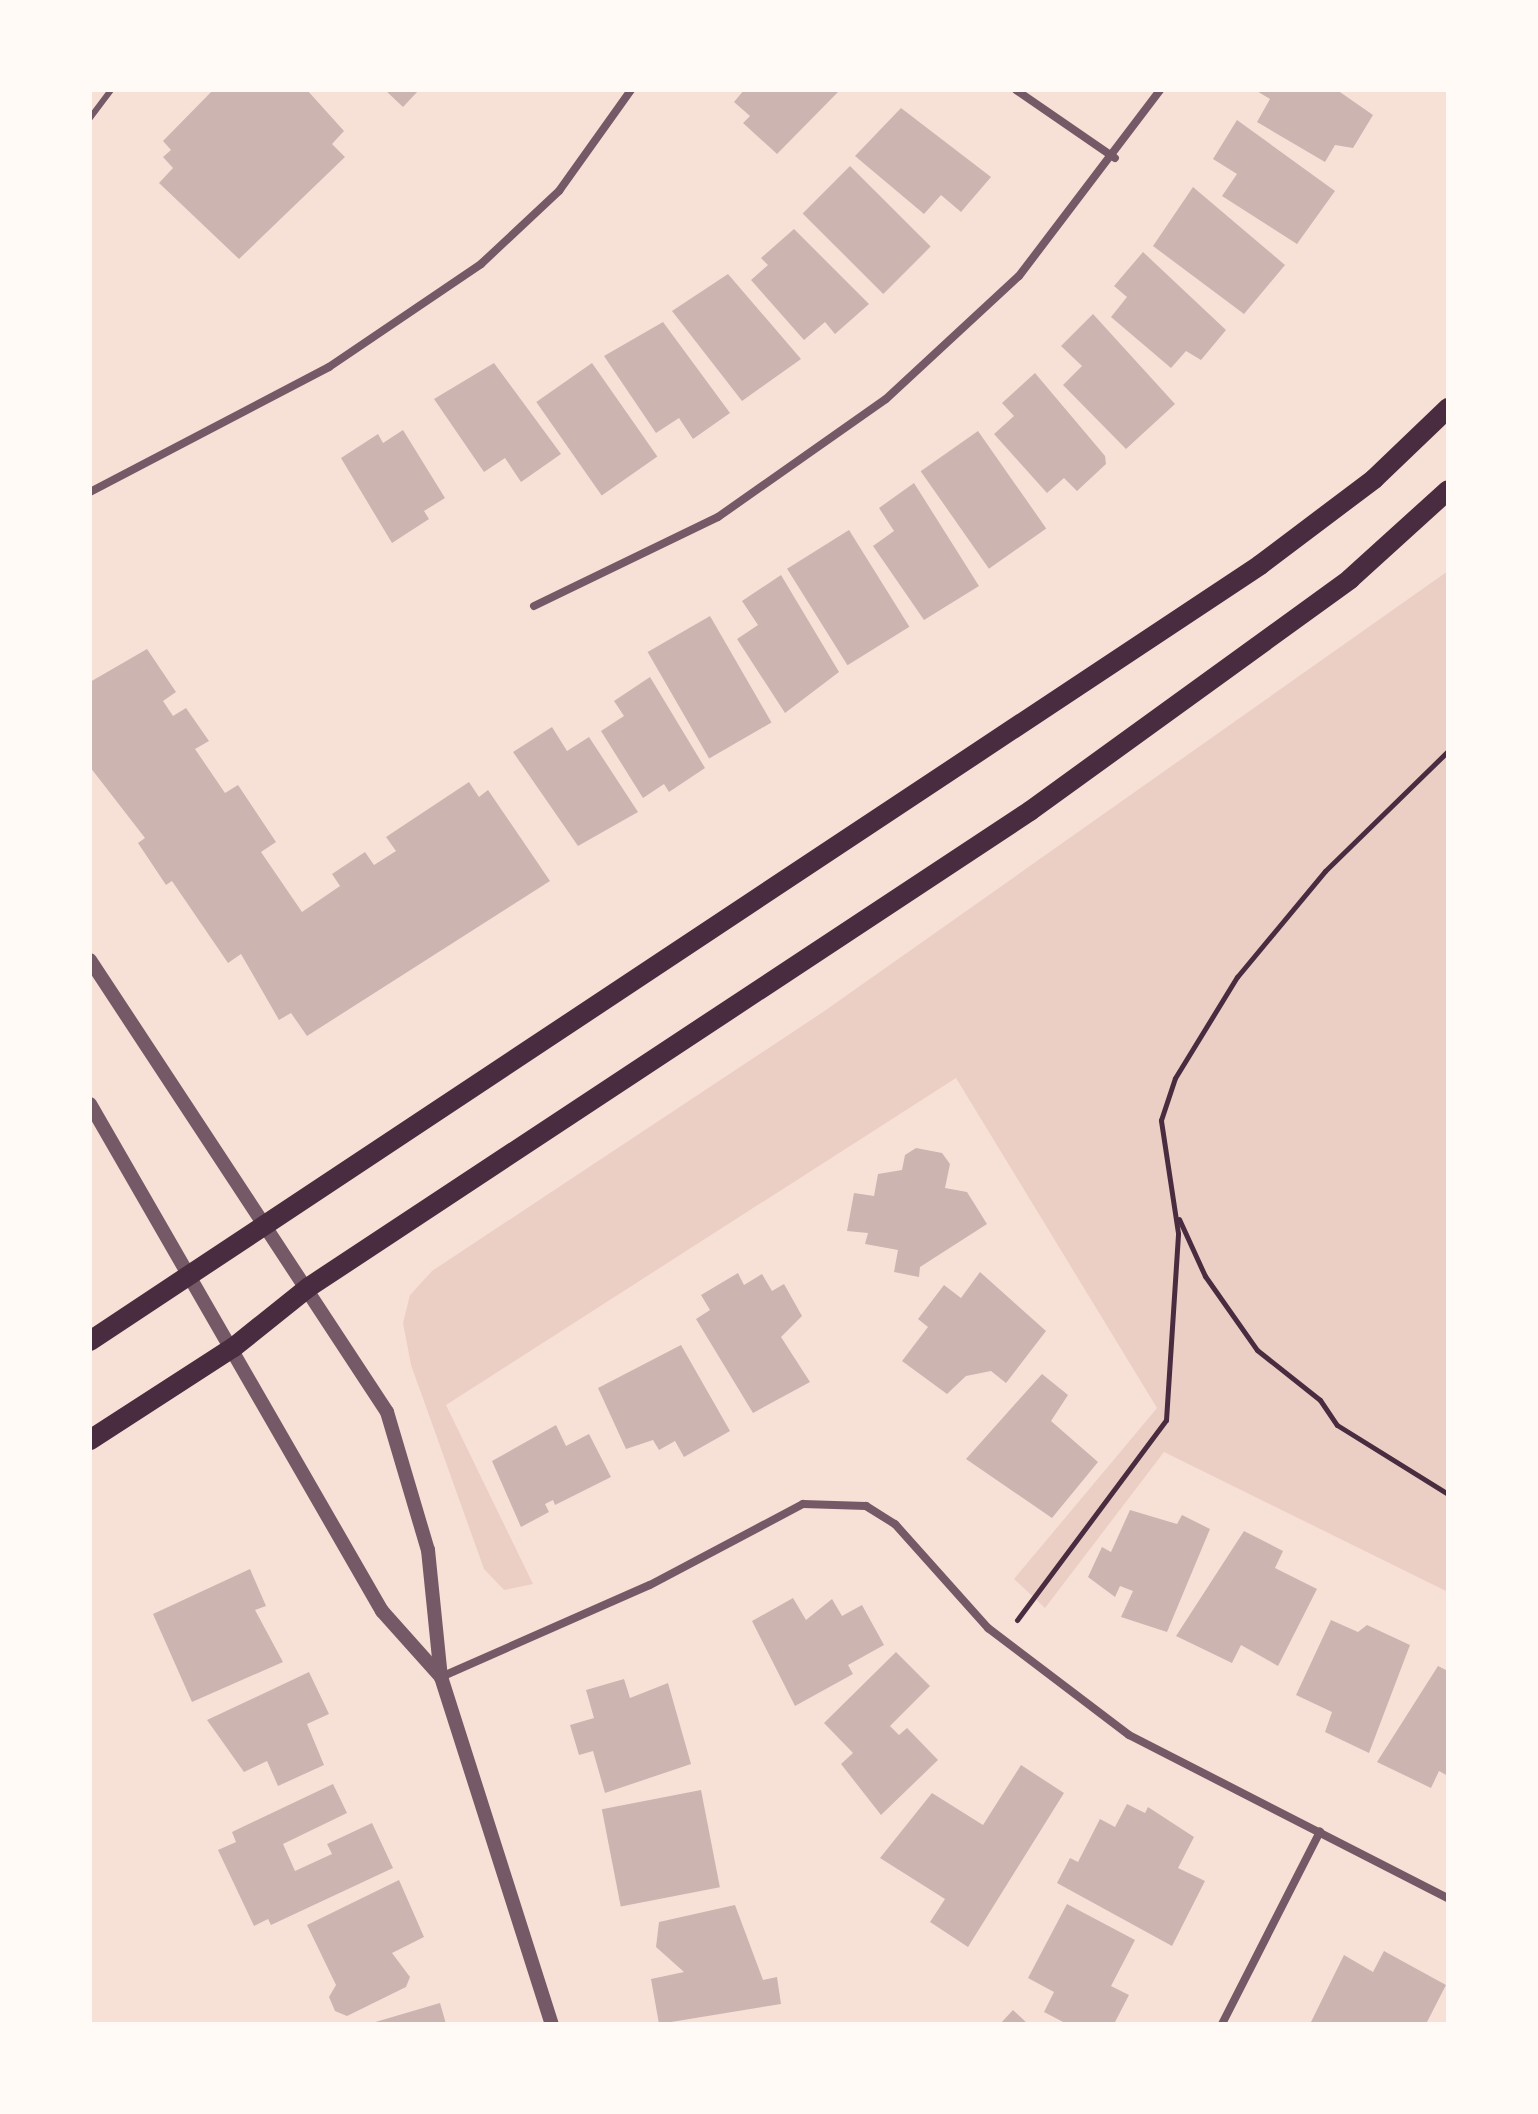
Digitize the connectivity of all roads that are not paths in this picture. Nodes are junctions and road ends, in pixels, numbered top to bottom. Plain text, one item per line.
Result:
1 (111, 90) edge
2 (631, 90) edge
3 (1016, 90) edge
4 (1160, 90) edge
5 (90, 118) edge
6 (1115, 158) junction
7 (1448, 408) edge
8 (1448, 490) edge
9 (90, 492) edge
10 (534, 606) dead end
11 (90, 960) edge
12 (90, 1104) edge
13 (261, 1221) junction
14 (190, 1275) junction
15 (309, 1287) junction
16 (90, 1341) edge
17 (234, 1347) junction
18 (90, 1440) edge
19 (441, 1677) junction
20 (1320, 1832) junction
21 (1448, 1898) edge
22 (552, 2024) edge
23 (1222, 2024) edge

1 - 5 lane
2 - 9 street
3 - 6 street
4 - 6 street
6 - 10 street
7 - 13 main road
8 - 15 main road
11 - 13 street
12 - 14 street
13 - 14 main road
13 - 15 street
14 - 16 main road
14 - 17 street
15 - 17 main road
15 - 19 street
17 - 18 main road
17 - 19 street
19 - 20 street
19 - 22 street
20 - 21 street
20 - 23 street

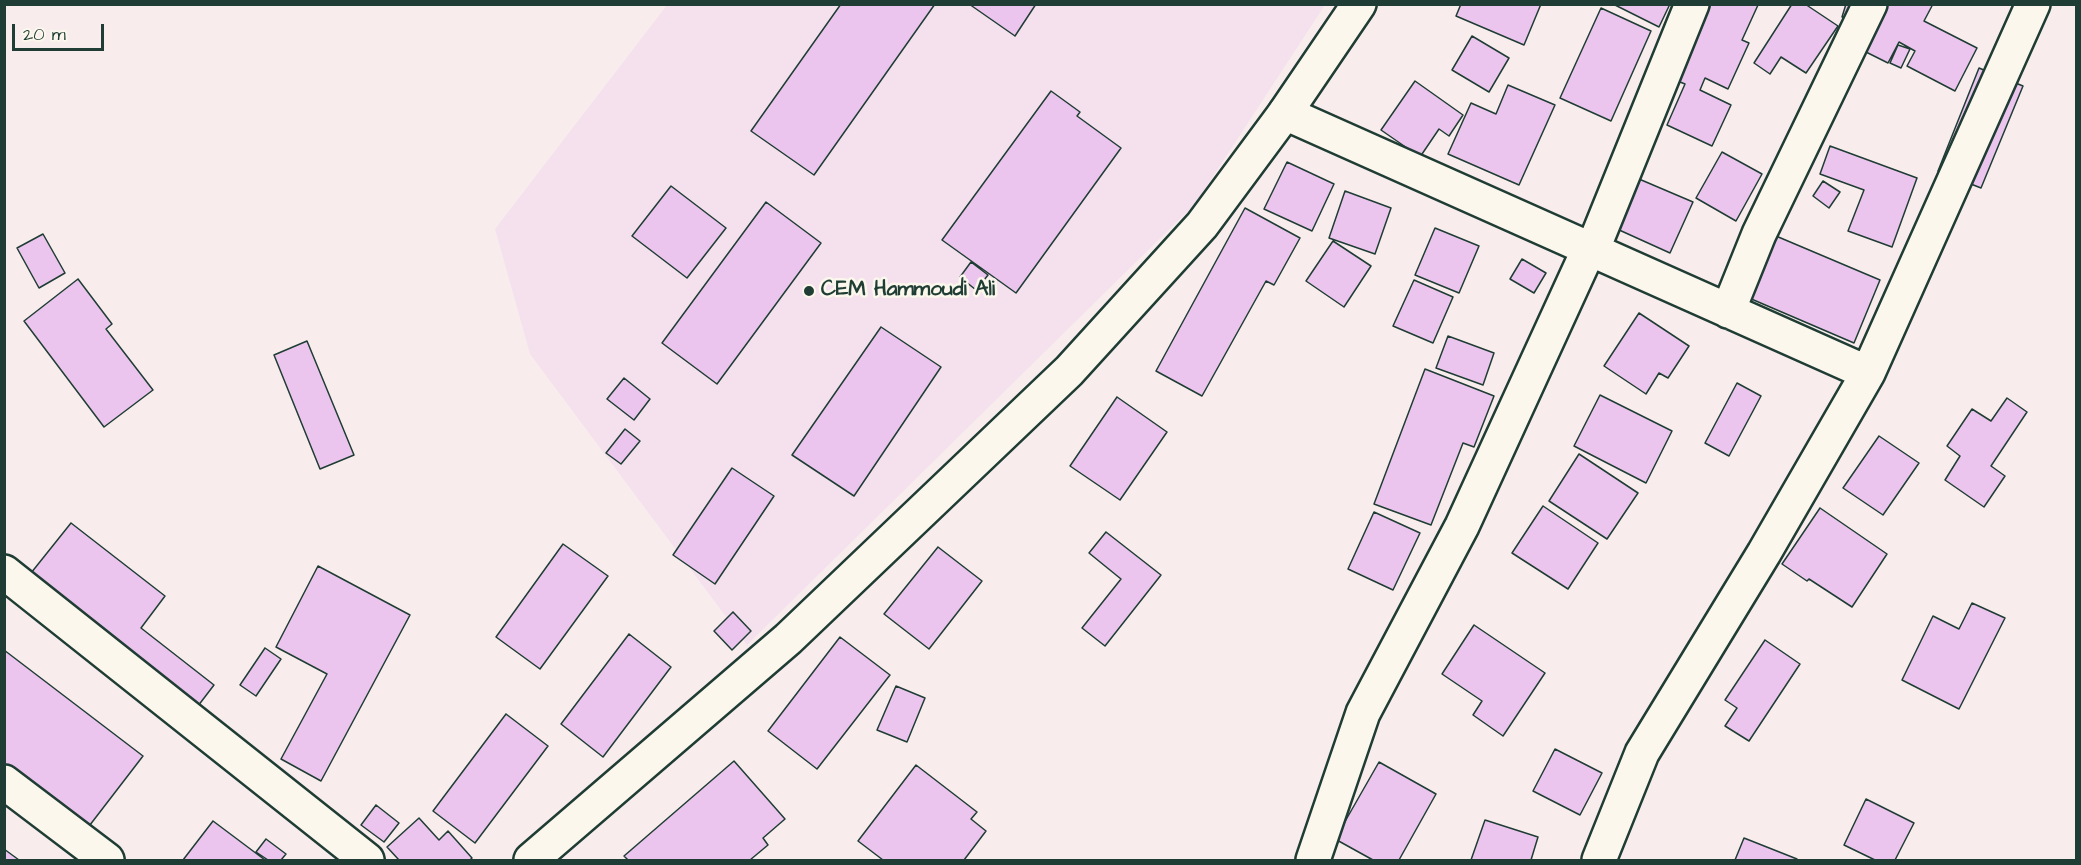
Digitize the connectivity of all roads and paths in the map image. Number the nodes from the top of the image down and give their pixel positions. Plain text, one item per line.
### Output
1 (1359, 4) edge
2 (1692, 4) edge
3 (1870, 4) edge
4 (2033, 4) edge
5 (1285, 113) junction
6 (1591, 250) junction
7 (1728, 311) junction
8 (1869, 373) junction
9 (4, 572) edge
10 (4, 782) edge
11 (107, 861) edge
12 (367, 861) edge
13 (531, 861) edge
14 (1313, 861) edge
15 (1599, 861) edge

1 - 5 street
2 - 6 street
3 - 7 street
4 - 8 street
5 - 6 street
5 - 13 street
6 - 7 street
6 - 14 street
7 - 8 street
8 - 15 street
9 - 12 street
10 - 11 street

* About this task: Your answer should set down the listing verbatim and leave out its images.

* Output of the task:
Digitize the connectivity of all roads that are not paths in this picture. Nodes are junctions and road ends, in pixels, numbered top to bottom. Plain text, one item per line.
Result:
1 (111, 90) edge
2 (631, 90) edge
3 (1016, 90) edge
4 (1160, 90) edge
5 (90, 118) edge
6 (1115, 158) junction
7 (1448, 408) edge
8 (1448, 490) edge
9 (90, 492) edge
10 (534, 606) dead end
11 (90, 960) edge
12 (90, 1104) edge
13 (261, 1221) junction
14 (190, 1275) junction
15 (309, 1287) junction
16 (90, 1341) edge
17 (234, 1347) junction
18 (90, 1440) edge
19 (441, 1677) junction
20 (1320, 1832) junction
21 (1448, 1898) edge
22 (552, 2024) edge
23 (1222, 2024) edge

1 - 5 lane
2 - 9 street
3 - 6 street
4 - 6 street
6 - 10 street
7 - 13 main road
8 - 15 main road
11 - 13 street
12 - 14 street
13 - 14 main road
13 - 15 street
14 - 16 main road
14 - 17 street
15 - 17 main road
15 - 19 street
17 - 18 main road
17 - 19 street
19 - 20 street
19 - 22 street
20 - 21 street
20 - 23 street

Digitize the connectivity of all roads and paths in the map image. Number the nodes from the top of the image down and give their pixel positions. Plain text, one item per line.
### Output
1 (1359, 4) edge
2 (1692, 4) edge
3 (1870, 4) edge
4 (2033, 4) edge
5 (1285, 113) junction
6 (1591, 250) junction
7 (1728, 311) junction
8 (1869, 373) junction
9 (4, 572) edge
10 (4, 782) edge
11 (107, 861) edge
12 (367, 861) edge
13 (531, 861) edge
14 (1313, 861) edge
15 (1599, 861) edge

1 - 5 street
2 - 6 street
3 - 7 street
4 - 8 street
5 - 6 street
5 - 13 street
6 - 7 street
6 - 14 street
7 - 8 street
8 - 15 street
9 - 12 street
10 - 11 street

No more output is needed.